The Department's Commissioner adopted this holding, with modifications, in her final agency decision.

Millhouse appeals to this court, arguing2:

I. THE DEPARTMENT'S KNOWING REFUSAL TO ESTABLISH A MEDICAID RATE THAT WILL REASONABLY AND ADEQUATELY REIMBURSE THE FACILITY FOR COSTS INCURRED TREATING MEDICAID RESIDENTS IS ARBITRARY, CAPRICIOUS AND UNREASONABLE.

 

A. Federal And State Policies Require The Department To Est-ablish Reasonable And Equitable Rates.

 

B. The Department's Narrow Inter-pretation Of The [Certificate Of Need] Regulations Illogically Impacts The Facility In Contra-vention Of Overarching Rate Set-ting Principles.

 

C. The [Certificate Of Need] Pro-cess And Licensure Are Interre-lated.

 

D. The Department And ALJ Erron-eously Interpreted The Regula-tions.

 

II. THE DEPARTMENT'S KNOWING REFUSAL TO ESTABLISH RATES THAT WILL REASONABLY AND ADEQUATELY REIMBURSE THE FACILITY FOR COSTS INCURRED TREATING MEDICAID RESIDENTS VIO-LATES THE DOCTRINES OF FUNDAMENTAL FAIRNESS AND EQUITY.

 

A. The Appellate Division Has Pre-viously Reversed The Department's Decisions By Interpreting The Reg-ulations In An Equitable Manner.

 

B. The "Square Corners" Doctrine Weighs In Favor Of The Facility.

 

We find insufficient merit in these arguments to warrant further discussion, R. 2:11-3(e)(1)(A), and affirm substantially for the reasons set forth by the Commissioner, who largely adopted ALJ Masin's decision. We add only the following brief comments.
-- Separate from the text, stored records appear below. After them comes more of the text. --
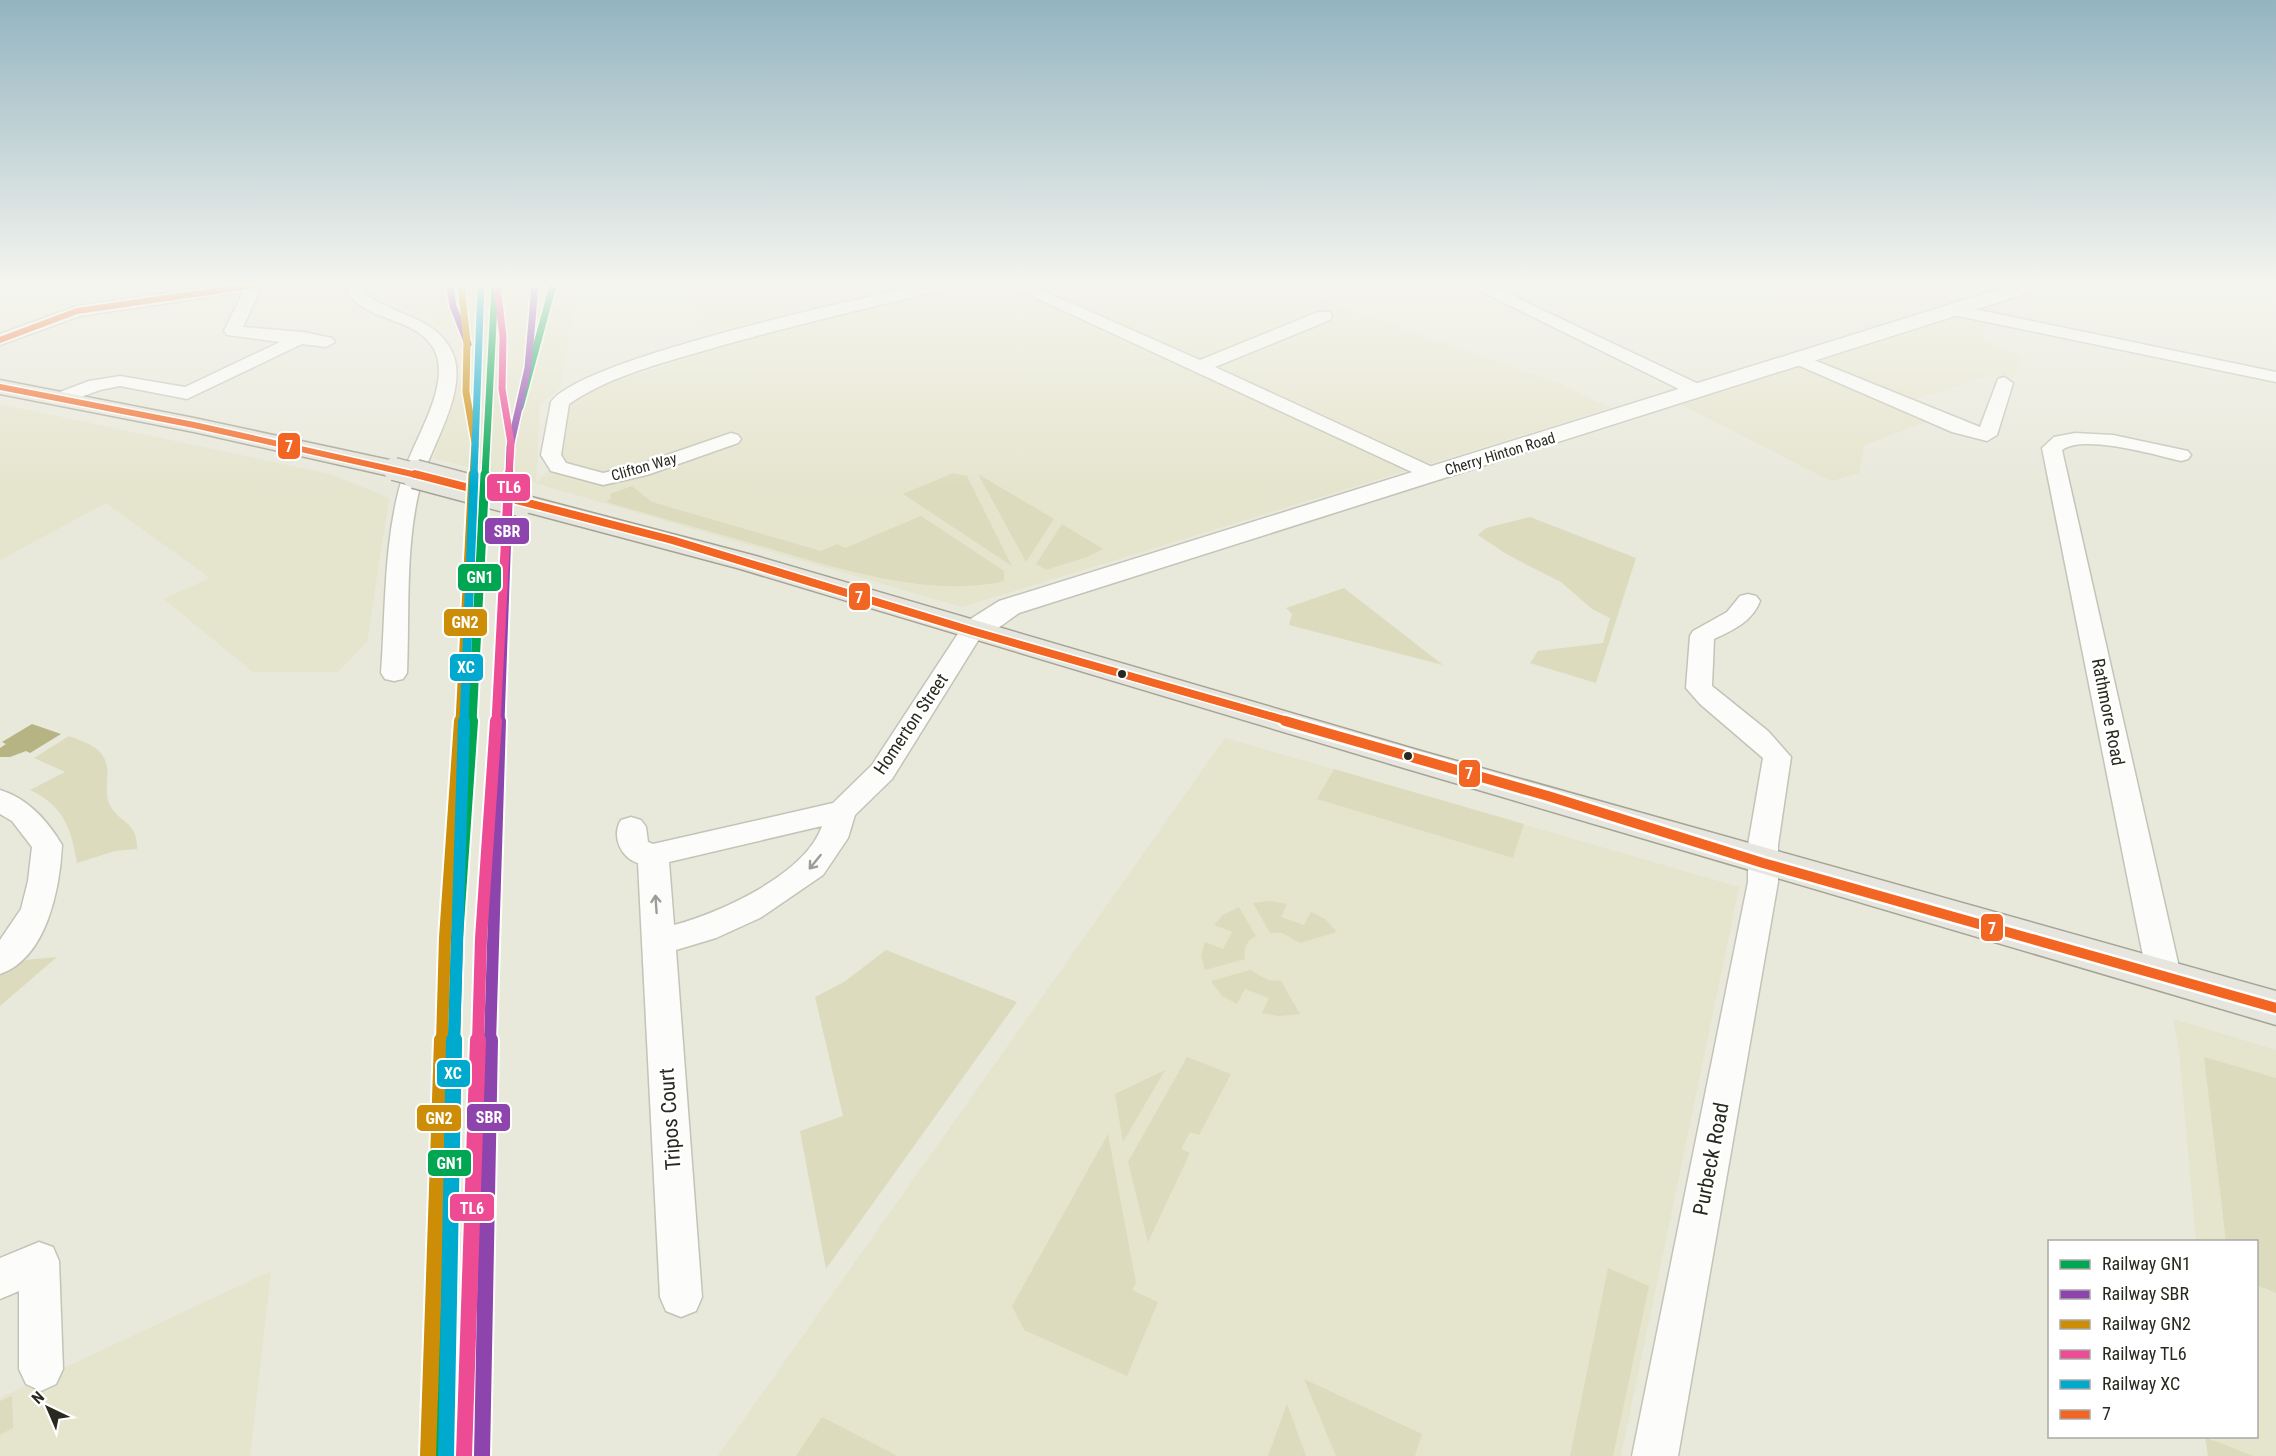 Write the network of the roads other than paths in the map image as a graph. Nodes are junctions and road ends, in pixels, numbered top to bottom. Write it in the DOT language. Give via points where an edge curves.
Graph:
graph roads {
  1 [pos="270,353"];
  2 [pos="444,353"];
  3 [pos="678,353"];
  4 [pos="1170,353"];
  5 [pos="1232,353"];
  6 [pos="1618,353"];
  7 [pos="1818,353"];
  8 [pos="2161,353"];
  9 [pos="1799,359"];
  10 [pos="1200,366"];
  11 [pos="2276,377"];
  12 [pos="2004,383"];
  13 [pos="0,387"];
  14 [pos="1698,391"];
  15 [pos="59,399"];
  16 [pos="731,439"];
  17 [pos="2181,455"];
  18 [pos="1434,475"];
  19 [pos="1748,601"];
  20 [pos="972,631"];
  21 [pos="394,673"];
  22 [pos="0,800"];
  23 [pos="842,811"];
  24 [pos="631,827"];
  25 [pos="653,855"];
  26 [pos="1764,863"];
  27 [pos="659,942"];
  28 [pos="0,962"];
  29 [pos="2164,976"];
  30 [pos="2276,1008"];
  31 [pos="0,1279"];
  32 [pos="681,1297"];
  33 [pos="41,1370"];
  34 [pos="1655,1456"];
  1 -- 15 [label="street" via="187,393 120,381"];
  2 -- 21 [label="street" via="449,366 445,393 423,444 405,508"];
  3 -- 16 [label="street, Clifton Way" via="628,368 580,388 560,402 551,455 558,466 603,479 640,471"];
  4 -- 10 [label="street"];
  5 -- 10 [label="street"];
  6 -- 14 [label="street"];
  7 -- 9 [label="street, Cherry Hinton Road"];
  8 -- 11 [label="street"];
  9 -- 12 [label="street" via="1959,428 1987,435"];
  9 -- 14 [label="street, Cherry Hinton Road"];
  10 -- 18 [label="street"];
  13 -- 15 [label="main road"];
  14 -- 18 [label="street, Cherry Hinton Road"];
  15 -- 20 [label="main road, bridge" via="394,469 672,540"];
  17 -- 29 [label="street, Rathmore Road" via="2101,440 2066,438 2052,448"];
  18 -- 20 [label="street, Cherry Hinton Road" via="1009,607"];
  19 -- 26 [label="street, Purbeck Road" via="1738,615 1702,636 1699,688 1716,707 1761,736 1777,757 1763,845"];
  20 -- 23 [label="street, Homerton Street" via="882,772"];
  20 -- 26 [label="main road" via="1548,796"];
  22 -- 28 [label="street" via="22,814 47,845 44,892 23,939"];
  23 -- 25 [label="street"];
  23 -- 27 [label="street, Homerton Street, one-way" via="833,838 812,867 783,889 750,910"];
  24 -- 25 [label="street" via="633,844 640,853"];
  27 -- 25 [label="street, one-way"];
  26 -- 29 [label="main road"];
  26 -- 34 [label="street, Purbeck Road"];
  27 -- 32 [label="street, Tripos Court"];
  29 -- 30 [label="main road"];
  31 -- 33 [label="street" via="39,1262"];
}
Appellate review of an agency decision is limited. See Aqua Beach Condo. Ass'n v. Dep't of Cmty. Affairs, 186 N.J. 5, 15-16 (2006); Campbell v. Dep't of Civil Serv., 39 N.J. 556, 562 (1963). "[C]ourts are not free to substitute their judgment as to the wisdom of a particular administrative action." N.J. Guild of Hearing Aid Dispensers v. Long, 75 N.J. 544, 562 (1978). Ordinarily, we will intervene only when an agency's action is arbitrary, capricious, unreasonable, or unsupported by credible evidence in the record as a whole. In re Taylor, 158 N.J. 644, 657 (1999).
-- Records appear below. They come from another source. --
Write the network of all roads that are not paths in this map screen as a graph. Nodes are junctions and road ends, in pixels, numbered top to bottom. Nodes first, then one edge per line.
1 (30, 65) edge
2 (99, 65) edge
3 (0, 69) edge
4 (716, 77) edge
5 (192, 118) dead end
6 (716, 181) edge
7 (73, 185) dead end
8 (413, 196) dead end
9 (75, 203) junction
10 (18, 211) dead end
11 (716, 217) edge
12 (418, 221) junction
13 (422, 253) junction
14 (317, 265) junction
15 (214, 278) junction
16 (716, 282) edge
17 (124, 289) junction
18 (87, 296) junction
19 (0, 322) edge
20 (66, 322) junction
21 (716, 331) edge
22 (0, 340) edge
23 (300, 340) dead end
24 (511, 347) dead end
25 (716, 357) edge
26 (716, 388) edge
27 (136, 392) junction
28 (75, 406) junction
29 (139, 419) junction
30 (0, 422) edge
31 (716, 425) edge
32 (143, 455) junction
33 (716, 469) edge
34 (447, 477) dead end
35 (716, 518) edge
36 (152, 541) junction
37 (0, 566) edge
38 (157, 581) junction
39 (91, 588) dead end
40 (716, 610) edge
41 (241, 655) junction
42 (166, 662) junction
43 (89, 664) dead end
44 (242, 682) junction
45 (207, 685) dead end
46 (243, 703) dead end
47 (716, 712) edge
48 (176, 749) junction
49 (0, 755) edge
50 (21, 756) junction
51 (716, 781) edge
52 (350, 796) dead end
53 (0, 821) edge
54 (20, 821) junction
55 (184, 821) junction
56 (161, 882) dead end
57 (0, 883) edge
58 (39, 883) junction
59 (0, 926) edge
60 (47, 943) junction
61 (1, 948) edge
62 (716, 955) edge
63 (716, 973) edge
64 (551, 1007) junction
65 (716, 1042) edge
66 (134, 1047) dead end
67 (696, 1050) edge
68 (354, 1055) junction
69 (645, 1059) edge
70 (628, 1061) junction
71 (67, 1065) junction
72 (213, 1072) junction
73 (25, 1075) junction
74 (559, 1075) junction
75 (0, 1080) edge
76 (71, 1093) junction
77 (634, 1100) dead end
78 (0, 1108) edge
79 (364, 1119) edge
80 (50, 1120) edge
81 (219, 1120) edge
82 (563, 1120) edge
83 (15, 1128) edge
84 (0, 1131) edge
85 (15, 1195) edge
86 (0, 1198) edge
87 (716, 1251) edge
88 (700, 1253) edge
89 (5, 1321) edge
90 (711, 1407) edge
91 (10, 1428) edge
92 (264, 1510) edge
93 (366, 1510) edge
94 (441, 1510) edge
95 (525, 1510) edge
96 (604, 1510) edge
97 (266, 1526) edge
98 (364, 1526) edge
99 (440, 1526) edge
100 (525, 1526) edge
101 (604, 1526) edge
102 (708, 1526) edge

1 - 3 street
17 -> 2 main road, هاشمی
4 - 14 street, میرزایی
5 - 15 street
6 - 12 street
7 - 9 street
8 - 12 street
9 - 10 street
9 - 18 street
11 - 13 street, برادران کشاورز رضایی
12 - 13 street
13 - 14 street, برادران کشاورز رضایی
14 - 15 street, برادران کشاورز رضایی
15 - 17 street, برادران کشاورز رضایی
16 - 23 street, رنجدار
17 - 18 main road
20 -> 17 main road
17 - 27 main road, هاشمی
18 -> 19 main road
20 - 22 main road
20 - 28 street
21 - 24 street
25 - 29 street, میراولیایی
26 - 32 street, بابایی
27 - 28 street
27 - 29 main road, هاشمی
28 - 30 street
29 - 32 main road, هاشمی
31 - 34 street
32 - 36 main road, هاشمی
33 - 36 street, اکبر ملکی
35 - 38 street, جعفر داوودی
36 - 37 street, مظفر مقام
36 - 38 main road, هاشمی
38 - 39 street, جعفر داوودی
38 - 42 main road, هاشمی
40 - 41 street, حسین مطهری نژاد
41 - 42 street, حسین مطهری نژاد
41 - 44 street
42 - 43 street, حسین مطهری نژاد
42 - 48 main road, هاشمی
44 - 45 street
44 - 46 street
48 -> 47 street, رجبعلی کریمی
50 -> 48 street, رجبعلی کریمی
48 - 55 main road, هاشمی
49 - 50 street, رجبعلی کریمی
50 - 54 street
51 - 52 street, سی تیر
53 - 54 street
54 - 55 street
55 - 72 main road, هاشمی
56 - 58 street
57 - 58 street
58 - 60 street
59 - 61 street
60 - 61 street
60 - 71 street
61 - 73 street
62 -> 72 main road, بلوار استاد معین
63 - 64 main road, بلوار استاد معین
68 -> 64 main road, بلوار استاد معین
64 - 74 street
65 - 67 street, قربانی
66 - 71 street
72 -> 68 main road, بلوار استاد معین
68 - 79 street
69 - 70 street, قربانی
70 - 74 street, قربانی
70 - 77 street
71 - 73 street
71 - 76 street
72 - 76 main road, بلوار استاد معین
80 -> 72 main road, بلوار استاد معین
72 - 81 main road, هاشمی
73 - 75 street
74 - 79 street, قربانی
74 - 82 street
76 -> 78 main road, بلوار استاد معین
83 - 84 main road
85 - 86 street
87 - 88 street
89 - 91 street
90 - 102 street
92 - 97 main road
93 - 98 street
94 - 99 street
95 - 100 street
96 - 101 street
In addition, although we are "in no way bound by the agency's interpretation of a statute or its determination of a strictly legal issue," Mayflower Sec. Co. v. Bureau of Sec., 64 N.J. 85, 93 (1973), we will "defer to an agency's expertise and superior knowledge of a particular field," Greenwood v. State Police Training Ctr., 127 N.J. 500, 513 (1992). In adhering to these principles, we recognize the Department's considerable expertise in this area and that the matter at hand required interpretation and application of the Department's own regulations. The conclusion reached by the Department is based chiefly on N.J.A.C. 8:85-3.18(a)(2),3 which declares that a facility may request the inclusion of costs resulting from "[a]ctions mandated by governmental authorities" or "approved by same in the certificate of need process." It reasonably follows from this regulation, as the Department held, that a bed reduction neither governmentally mandated nor generated by the certificate of need process is not a relevant factor when determining the proper amount of Medicaid reimbursement.

The Department's decision fell well within its area of expertise, and we are not persuaded that its decision was arbitrary, capricious or unreasonable.

Affirmed.

1The notice of claim also asserted that interest was accruing on the overpayment in the amount of $1,671.31 per month.

2We have enumerated these arguments in a slightly different way.

3These regulations have since been amended, a fact that has no bearing on the issues presented in this appeal.